To this point, the efforts of the GDAARDRB have met with mixed success. The group has succeeded in bringing together a number of fanciers. However, most breeders of the Rastreador Brasileiro remain relatively uninterested in the breed for anything other than hunting, and are not especially eager to see it standardized and recognized. The group has also found that many of the remaining Rastreador Brasileiros have been heavily crossed and are not ideal to the standard. The last two decades have also seen the first breed members exported outside of Brazil. A very small number of Rastreador Brasileiros have found their way into the United States, and the breed has earned recognition with a few rare breed registries in that country including the Continental Kennel Club. For now it appears that the efforts of the GDAARDRB will continue to move ahead, and it is quite possible that the Rastreador will once again be a fully recognized breed.
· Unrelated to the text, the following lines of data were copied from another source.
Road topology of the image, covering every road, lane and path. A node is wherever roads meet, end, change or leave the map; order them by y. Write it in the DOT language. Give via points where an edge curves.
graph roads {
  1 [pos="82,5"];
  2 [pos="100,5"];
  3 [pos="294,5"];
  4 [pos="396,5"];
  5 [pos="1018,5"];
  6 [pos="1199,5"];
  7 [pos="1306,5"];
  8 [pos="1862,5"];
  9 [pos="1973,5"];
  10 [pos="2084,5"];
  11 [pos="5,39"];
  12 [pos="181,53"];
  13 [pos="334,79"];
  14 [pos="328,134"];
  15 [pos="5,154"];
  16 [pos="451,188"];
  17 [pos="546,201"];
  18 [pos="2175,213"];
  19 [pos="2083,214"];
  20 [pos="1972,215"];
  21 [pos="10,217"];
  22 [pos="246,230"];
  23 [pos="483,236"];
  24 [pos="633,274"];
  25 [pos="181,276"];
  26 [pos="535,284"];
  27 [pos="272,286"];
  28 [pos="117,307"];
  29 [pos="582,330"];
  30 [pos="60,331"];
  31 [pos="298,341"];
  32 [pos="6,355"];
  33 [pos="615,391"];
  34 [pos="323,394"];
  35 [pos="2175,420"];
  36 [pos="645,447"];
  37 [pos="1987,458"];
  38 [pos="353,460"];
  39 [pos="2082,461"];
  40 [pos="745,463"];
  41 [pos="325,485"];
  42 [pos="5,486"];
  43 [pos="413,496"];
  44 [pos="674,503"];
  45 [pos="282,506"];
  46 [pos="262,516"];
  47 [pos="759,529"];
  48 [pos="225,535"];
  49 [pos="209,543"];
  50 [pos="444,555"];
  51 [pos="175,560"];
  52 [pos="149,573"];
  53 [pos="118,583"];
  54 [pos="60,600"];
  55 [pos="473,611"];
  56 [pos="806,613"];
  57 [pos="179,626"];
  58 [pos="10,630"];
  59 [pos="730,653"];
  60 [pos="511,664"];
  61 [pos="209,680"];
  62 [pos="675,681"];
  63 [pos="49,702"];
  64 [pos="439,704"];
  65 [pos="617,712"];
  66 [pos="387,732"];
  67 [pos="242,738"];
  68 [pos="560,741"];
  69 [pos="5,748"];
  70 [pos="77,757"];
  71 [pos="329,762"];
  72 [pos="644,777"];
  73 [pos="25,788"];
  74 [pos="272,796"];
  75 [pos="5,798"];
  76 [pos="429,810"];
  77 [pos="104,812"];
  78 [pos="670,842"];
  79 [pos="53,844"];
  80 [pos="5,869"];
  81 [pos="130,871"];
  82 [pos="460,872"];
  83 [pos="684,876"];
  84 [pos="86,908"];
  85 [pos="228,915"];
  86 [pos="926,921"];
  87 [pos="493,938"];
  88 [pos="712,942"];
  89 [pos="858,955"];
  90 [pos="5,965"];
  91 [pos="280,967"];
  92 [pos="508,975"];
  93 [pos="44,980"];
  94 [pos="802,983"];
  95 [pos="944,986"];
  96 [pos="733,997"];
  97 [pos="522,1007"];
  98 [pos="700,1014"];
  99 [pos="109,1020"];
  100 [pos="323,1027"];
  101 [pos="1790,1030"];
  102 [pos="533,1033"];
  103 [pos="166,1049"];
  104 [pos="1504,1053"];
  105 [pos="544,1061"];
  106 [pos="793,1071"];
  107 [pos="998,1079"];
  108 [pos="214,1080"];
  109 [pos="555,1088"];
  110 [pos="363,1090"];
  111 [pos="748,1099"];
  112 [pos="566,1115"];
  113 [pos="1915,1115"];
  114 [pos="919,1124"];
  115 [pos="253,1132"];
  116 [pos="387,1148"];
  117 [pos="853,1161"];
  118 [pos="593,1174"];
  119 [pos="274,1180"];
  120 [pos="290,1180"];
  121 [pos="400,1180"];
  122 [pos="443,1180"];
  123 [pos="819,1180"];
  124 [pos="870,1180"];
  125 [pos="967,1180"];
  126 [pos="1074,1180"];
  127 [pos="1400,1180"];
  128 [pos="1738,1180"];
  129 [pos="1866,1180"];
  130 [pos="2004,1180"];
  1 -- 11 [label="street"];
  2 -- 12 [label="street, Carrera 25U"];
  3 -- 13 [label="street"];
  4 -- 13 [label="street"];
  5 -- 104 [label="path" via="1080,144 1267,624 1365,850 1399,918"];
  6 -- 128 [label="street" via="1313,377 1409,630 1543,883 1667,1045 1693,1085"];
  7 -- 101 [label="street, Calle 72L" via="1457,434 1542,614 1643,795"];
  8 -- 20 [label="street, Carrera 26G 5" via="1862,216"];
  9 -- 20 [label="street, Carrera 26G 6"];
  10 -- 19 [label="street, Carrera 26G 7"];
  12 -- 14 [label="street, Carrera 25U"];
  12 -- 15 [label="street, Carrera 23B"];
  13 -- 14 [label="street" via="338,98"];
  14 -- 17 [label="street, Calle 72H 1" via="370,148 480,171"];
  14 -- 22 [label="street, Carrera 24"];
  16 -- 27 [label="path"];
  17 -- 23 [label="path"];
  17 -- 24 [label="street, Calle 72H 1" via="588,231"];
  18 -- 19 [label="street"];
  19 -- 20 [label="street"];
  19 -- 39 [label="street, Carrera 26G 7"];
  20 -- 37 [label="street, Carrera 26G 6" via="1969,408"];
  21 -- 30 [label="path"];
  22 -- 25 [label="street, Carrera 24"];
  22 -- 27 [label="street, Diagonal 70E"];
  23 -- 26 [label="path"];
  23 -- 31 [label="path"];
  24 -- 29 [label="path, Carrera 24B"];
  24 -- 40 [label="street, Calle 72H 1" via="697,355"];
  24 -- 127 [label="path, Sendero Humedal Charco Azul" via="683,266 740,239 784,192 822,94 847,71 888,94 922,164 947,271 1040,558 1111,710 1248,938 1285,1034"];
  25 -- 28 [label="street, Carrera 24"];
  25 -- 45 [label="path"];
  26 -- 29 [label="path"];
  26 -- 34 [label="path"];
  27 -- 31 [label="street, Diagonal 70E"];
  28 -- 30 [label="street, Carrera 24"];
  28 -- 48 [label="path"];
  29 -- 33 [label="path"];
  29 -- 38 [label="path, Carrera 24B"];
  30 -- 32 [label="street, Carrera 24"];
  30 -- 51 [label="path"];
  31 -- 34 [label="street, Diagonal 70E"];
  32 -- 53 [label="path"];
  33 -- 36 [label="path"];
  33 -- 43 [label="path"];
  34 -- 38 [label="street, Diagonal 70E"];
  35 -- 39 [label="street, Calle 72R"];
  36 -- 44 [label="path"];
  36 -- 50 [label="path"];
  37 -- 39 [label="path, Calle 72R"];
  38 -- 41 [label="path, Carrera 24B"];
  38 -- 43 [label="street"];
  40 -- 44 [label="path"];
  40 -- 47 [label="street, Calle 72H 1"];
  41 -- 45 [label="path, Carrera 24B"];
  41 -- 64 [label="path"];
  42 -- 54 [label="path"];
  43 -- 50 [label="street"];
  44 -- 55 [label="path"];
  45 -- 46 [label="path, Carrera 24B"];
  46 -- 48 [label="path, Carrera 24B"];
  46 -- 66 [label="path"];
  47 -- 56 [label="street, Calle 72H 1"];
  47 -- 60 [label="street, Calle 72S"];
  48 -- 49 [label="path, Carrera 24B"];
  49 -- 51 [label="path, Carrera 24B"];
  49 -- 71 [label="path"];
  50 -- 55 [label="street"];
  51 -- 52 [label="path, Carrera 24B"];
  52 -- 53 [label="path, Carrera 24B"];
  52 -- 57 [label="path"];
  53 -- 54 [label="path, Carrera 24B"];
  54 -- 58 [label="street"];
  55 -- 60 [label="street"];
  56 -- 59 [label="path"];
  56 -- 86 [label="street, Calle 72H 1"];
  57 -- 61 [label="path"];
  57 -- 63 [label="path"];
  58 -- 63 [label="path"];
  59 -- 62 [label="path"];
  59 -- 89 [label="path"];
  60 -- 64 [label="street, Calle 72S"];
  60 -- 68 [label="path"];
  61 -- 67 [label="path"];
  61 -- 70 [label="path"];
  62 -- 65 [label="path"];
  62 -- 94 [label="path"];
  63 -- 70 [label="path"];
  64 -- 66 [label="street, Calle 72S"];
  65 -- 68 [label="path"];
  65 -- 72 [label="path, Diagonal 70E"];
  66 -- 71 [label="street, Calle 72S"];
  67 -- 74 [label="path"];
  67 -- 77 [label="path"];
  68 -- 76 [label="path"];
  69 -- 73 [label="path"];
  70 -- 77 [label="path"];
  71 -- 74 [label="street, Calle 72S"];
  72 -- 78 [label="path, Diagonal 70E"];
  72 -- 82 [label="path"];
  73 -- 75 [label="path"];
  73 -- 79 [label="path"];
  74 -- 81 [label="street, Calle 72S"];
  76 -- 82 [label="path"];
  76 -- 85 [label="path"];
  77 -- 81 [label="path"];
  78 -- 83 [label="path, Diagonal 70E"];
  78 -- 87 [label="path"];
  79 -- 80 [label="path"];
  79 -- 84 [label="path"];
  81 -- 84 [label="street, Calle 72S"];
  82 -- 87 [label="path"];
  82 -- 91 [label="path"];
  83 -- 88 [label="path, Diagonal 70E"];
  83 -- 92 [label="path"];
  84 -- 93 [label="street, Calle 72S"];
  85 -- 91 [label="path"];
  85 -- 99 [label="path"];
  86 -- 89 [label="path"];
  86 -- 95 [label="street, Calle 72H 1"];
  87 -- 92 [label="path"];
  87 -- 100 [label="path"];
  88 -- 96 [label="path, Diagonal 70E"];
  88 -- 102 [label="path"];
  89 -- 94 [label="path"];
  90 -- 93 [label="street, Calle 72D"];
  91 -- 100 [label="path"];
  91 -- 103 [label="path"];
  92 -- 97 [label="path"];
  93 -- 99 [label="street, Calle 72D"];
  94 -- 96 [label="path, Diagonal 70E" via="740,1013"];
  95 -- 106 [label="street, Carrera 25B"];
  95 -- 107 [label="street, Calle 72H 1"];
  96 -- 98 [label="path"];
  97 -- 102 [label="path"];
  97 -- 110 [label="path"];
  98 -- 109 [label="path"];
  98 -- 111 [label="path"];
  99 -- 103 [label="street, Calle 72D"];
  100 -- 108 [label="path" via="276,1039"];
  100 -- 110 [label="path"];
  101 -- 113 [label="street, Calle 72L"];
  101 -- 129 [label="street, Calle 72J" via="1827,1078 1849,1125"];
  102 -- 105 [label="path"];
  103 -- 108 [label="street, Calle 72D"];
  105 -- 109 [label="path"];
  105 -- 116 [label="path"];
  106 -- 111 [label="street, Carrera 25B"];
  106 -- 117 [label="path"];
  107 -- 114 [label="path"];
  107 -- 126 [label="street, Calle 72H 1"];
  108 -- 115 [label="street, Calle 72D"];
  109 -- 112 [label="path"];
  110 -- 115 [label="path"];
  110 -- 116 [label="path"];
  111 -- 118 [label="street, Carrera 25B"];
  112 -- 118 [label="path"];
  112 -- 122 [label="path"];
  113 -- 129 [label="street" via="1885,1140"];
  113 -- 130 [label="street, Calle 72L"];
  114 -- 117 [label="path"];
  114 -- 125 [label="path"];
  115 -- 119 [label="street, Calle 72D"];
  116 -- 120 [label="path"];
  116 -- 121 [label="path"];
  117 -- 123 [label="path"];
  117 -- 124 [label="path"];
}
The purebred Rastreador Brasileiro was very similar to the Coonhounds from which it was bred, although an amalgamation of several different types. Breed members stood approximately 25 to 27 inches tall at the shoulder and usually weighed between 50 and 60 pounds. The breed possessed long legs and a straight back. The dog was quite muscular and very fit. Many of these dogs appeared very thin, but that may be the result of a poor diet. The head of the Rastreador Brasileiro was proportional to the dog’s body and relatively flattened. The muzzle was quite long and ended in a large nose, giving the dog the maximum possible area for scent receptors. The dog had the excessive facial skin and drooping jowls common to most Coonhounds along with the pleading eyes. The ears of this breed are quite long and pendulous. It is said that such long ears push and funnel scent particles towards the dog’s nose, but it is unclear whether or not that is true. The Rastreador Brasileiro was a very short-coated dog, ideal for life in the tropics. The dog came in any color found in its ancestors, including tri-color, black and tan, blue-ticked, red-ticked, white with black markings, white with red markings, and white with blue markings.
The Rastreador Brasileiro possessed a temperament that was very similar to that of most working scent hounds. The dog exhibited low levels of dog aggression, and was willing to work in very large packs. The breed showed very high levels of aggression towards all other non-human species. These dogs were willing to attack and potentially kill virtually any other creature from a lizard to a jaguar. The Rastreador Brasileiro was a very dedicated tracker, willing to pursue any scent to its conclusion. Based on what is known about its ancestors, the Rastreador Brasileiro was probably extremely affectionate with humans and relatively submissive towards them. However, this breed was also probably quite difficult to train, due to its stubbornness and willfulness.